Traffic data collection
Many high traffic usage people are wondering how the data traffic is calculated and stats collected.
Comparing what our metric shows to ruTorrent is always going to be at the very least slightly misleading, because ruTorrent uses different period and is not as reliable for traffic consumption metrics as the kernel level we use. As far as we are aware ruTorrent metric at the very least is missing protocol traffic. Never mind, ruTorrent cannot meter the HTTP, FTP, SFTP, BTSYNC etc. traffic at all.
This has lead to many questions, in partial to the rolling counting, of inaccuracy.
We like to compare this to a phone bill where many users will be in disbelief how many minutes they have used. But data does not lie at all, and there is no free lunch. The data caps we offer are extremely high to begin with, but many still come close to, or exceed their data caps. We looked in past why data caps are necessary evil.
So here are the methods we use to calculate for traffic. If you want to, you can request full logs of data collection for your account from support as well. I hope this answers any questions you may have had about the traffic data collection and processing.
Gathering the data at kernel level
The basic iptables command is:
/sbin/iptables -A OUTPUT -m owner --uid-owner {$thisUid} -j ACCEPT
$thisUid is the UID of the user, the numerical code for that particular user. -m specifies iptables module “owner”, which is a specific iptables module for tracking per user.
Gathering the data is done with following command, in 5 minute intervals:
/sbin/iptables -nvx -L OUTPUT; /sbin/iptables -Z
What this does is takes the data consumption and then resets the counters to zero. The output looks something like this:
Chain OUTPUT (policy ACCEPT 2856 packets, 5357236 bytes) pkts bytes target prot opt in out source destination 4743 11286991 ACCEPT all -- * * 0.0.0.0/0 0.0.0.0/0 owner UID match 1001 255570 568550930 ACCEPT all -- * * 0.0.0.0/0 0.0.0.0/0 owner UID match 1005 109538 287862296 ACCEPT all -- * * 0.0.0.0/0 0.0.0.0/0 owner UID match 1004
The header packets & bytes on policy ACCEPT is actually unmatched traffic, what follows is the per user matched traffic. Packets then bytes.

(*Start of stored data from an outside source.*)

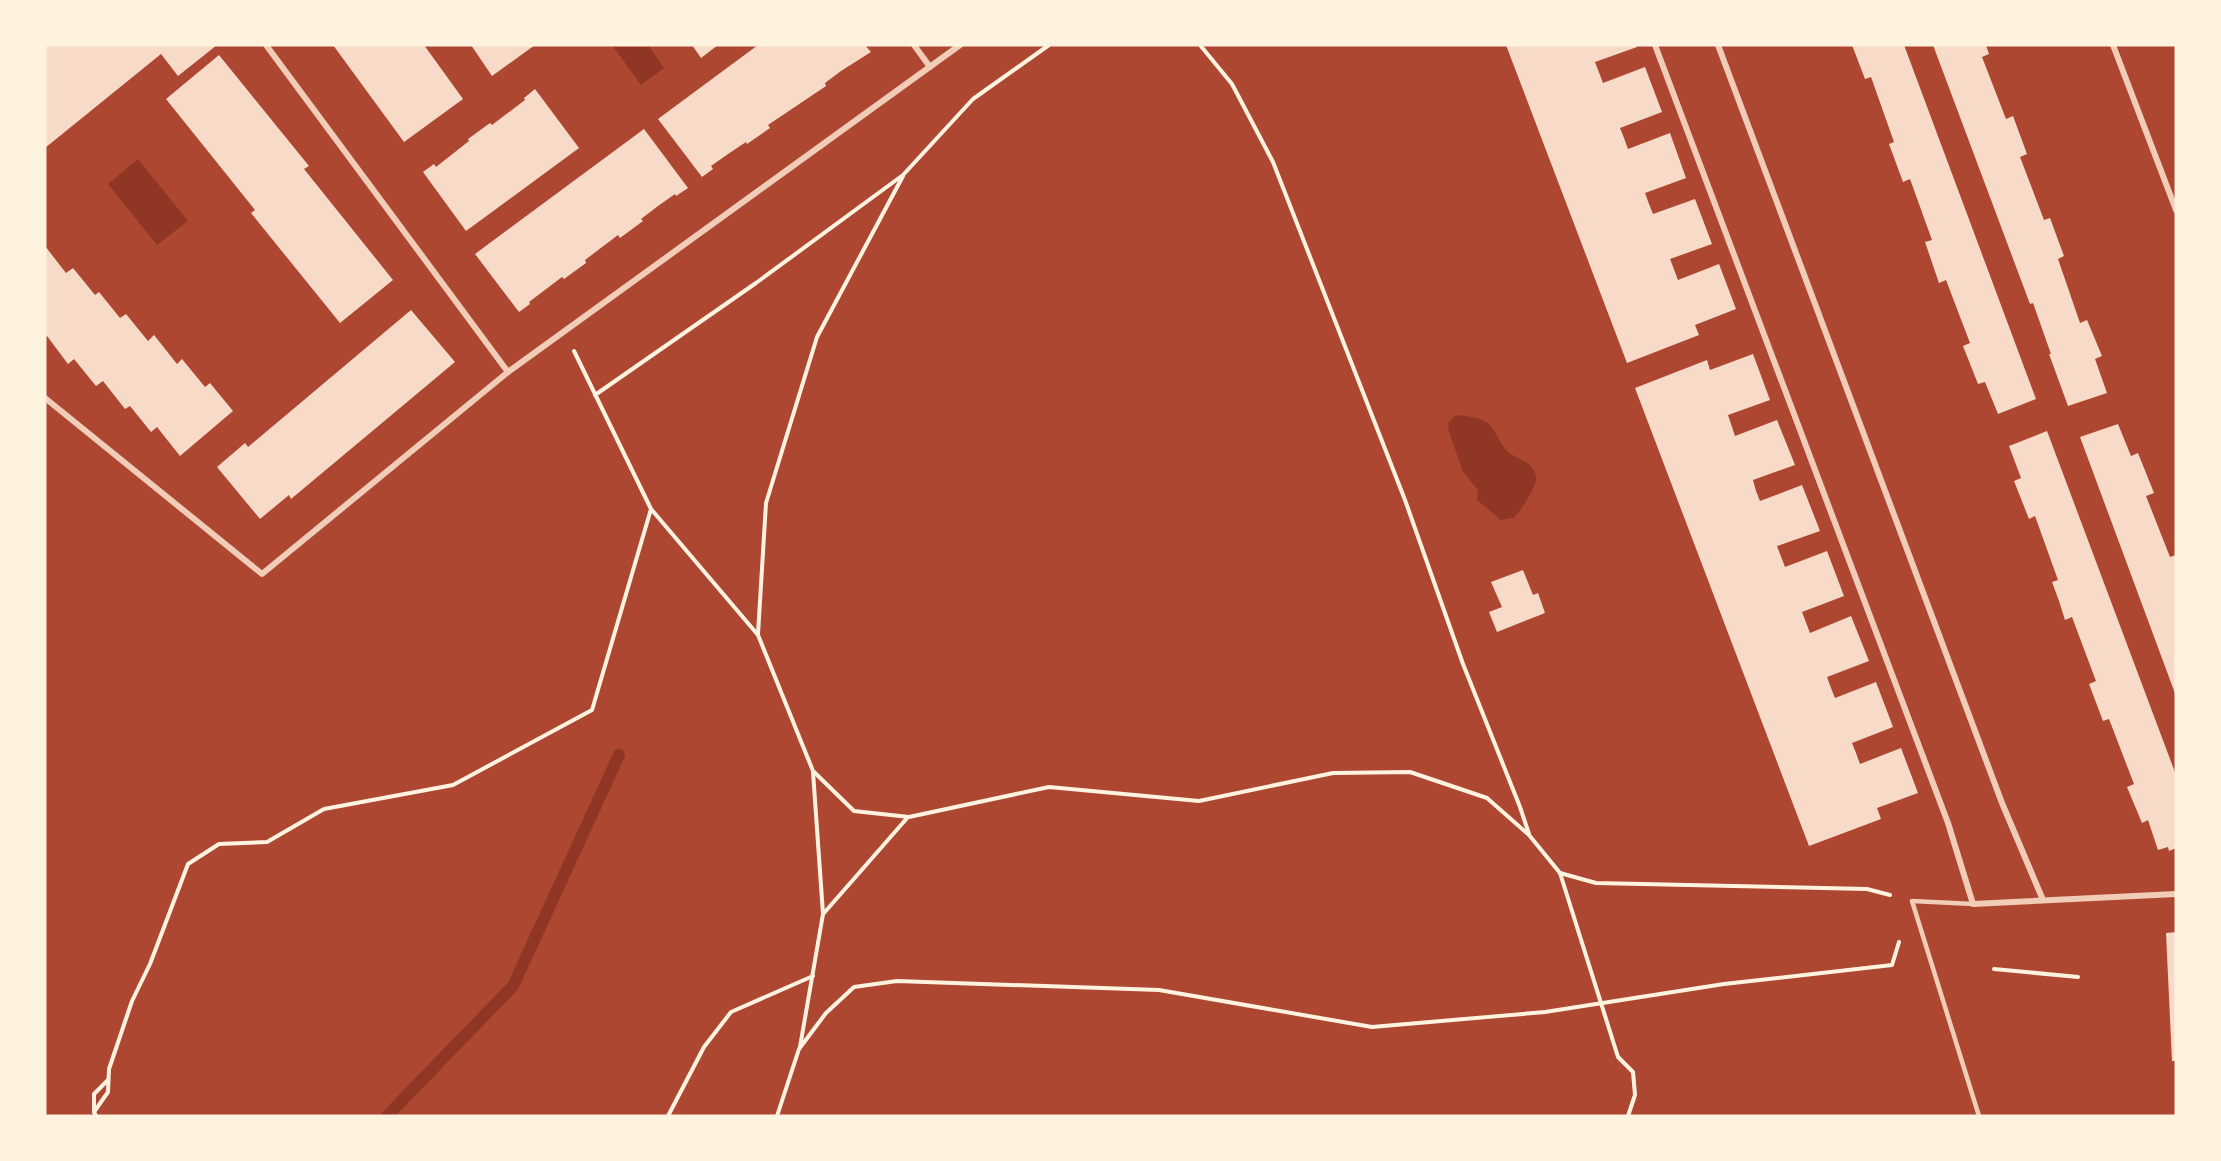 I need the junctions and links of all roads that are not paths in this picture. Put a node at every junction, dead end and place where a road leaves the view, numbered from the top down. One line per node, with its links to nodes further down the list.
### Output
1 (266, 45): 9 (street)
2 (914, 45): 7 (street)
3 (960, 45): 7 (street)
4 (1655, 45): 13 (street)
5 (1718, 45): 12 (street)
6 (2113, 45): 8 (street)
7 (930, 67): 9 (street)
8 (2176, 210)
9 (508, 372): 10 (street)
10 (45, 398)
11 (2176, 894): 12 (street)
12 (2043, 900): 13 (street)
13 (1973, 904): 14 (lane)
14 (1979, 1116) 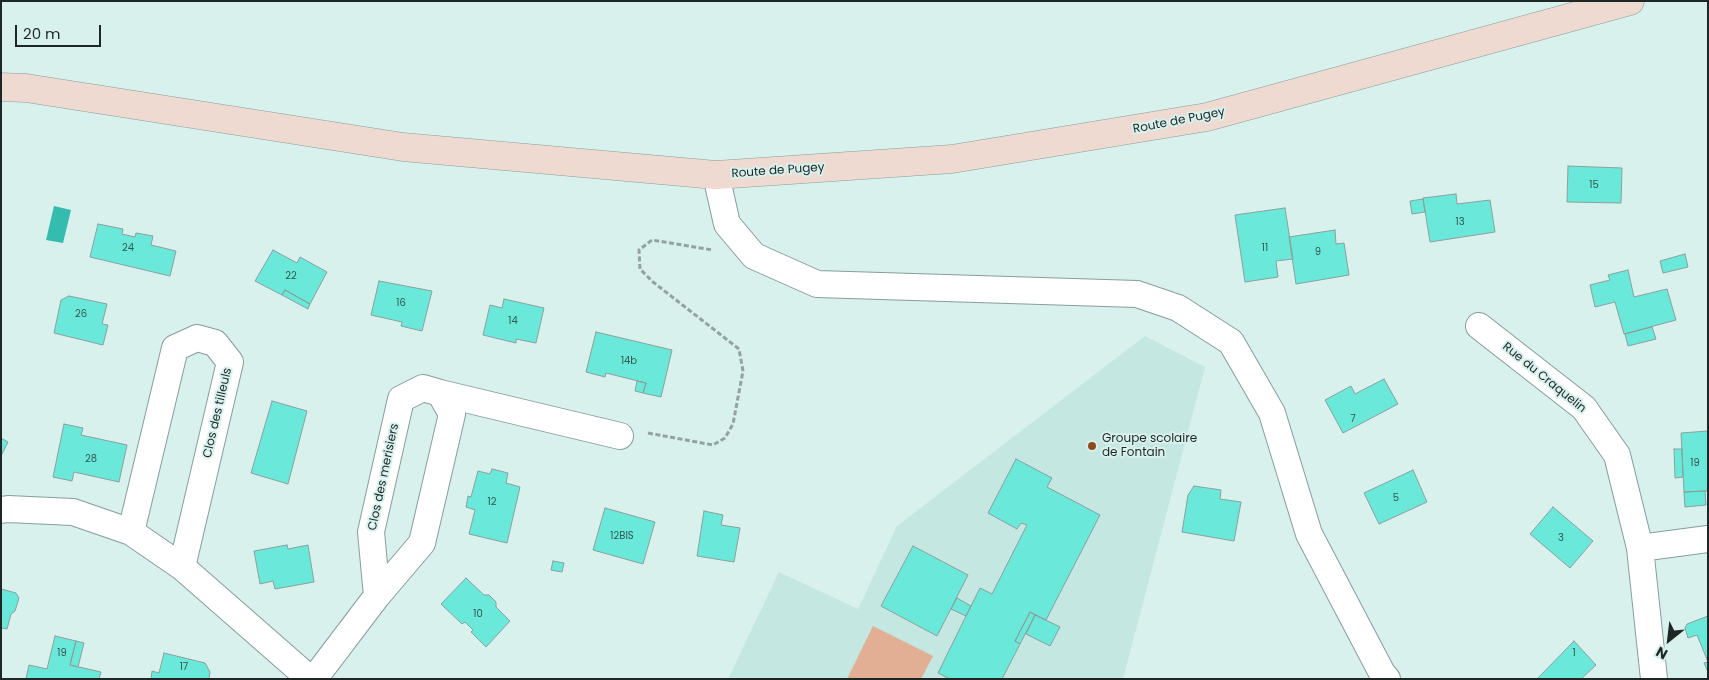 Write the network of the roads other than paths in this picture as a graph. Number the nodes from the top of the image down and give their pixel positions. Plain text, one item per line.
1 (1630, 1) edge
2 (1, 87) edge
3 (716, 175) junction
4 (1479, 326) dead end
5 (440, 393) junction
6 (620, 436) road end
7 (1, 510) edge
8 (131, 532) junction
9 (1708, 539) edge
10 (1640, 548) junction
11 (182, 567) junction
12 (377, 596) junction
13 (310, 679) edge
14 (314, 679) edge
15 (1388, 679) edge
16 (1654, 679) edge

1 - 3 main road, Route de Pugey
2 - 3 main road, Route de Pugey
3 - 15 street
4 - 10 street, Rue du Craquelin
5 - 6 street, Clos des merisiers
5 - 12 street
5 - 12 street, Clos des merisiers
7 - 8 street
8 - 11 street
8 - 11 street, Clos des tilleuls
9 - 10 street
10 - 16 street, Rue du Craquelin
11 - 13 street
12 - 14 street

This output is then parsed, we take the line with correct owner UID match section, and from that line the raw bytes uploaded.
Saving logs and processing them
This data is then saved to per user log file which includes exact timestamp in the format of: Y-m-d H:i:s which yields an output like 2017-01-03 06:25:03
The collection cron does not do anything further, and log processing and stats gathering is done in separate cron. This is to have layer separation which makes code easier to manage and each cron remains sensibly sized.
The stats script then goes on and reads these log files, it takes assumed number of lines from the log for the past 35 days and loops the lines, parsing each of them. Then it starts binning the data to “buckets” of month, week, day, hour and 15minutes based on the timestamp, the exact code to check for the month is:
if ($thisData['timestamp'] >= $compareTimeMonth) $data['month'] += $thisData['data'];
This means if the timestamp of parsed log line is equal or greater than 1month ago, then add the bytes from this line to the “bucket” for 1 month.
We also do checks for validity for the data, parsing the line yields false if the number of bytes exceeds 7500MB, and the processing cron checks that the data consumption does not exceed the link maximum + a safe margin. To parse the date to timestamp the code uses standard PHP function strtotime() to parse it, which does very excellent job of parsing multitude of formats, including the standard Y-m-d H:i:s which is very widely used format.
Traffic limits handling
This is another cron which takes the processed stats, and from the “raw” (unformatted number) column, month bucket takes the bytes uploaded.
If the month data consumption exceeds that of traffic limit, save runtime information that traffic limit is enabled and send the limit to rTorrent via SCGI. It is rechecked periodically and the data traffic limit is enforced. Minimum period is 3 days before lifting the data traffic limit.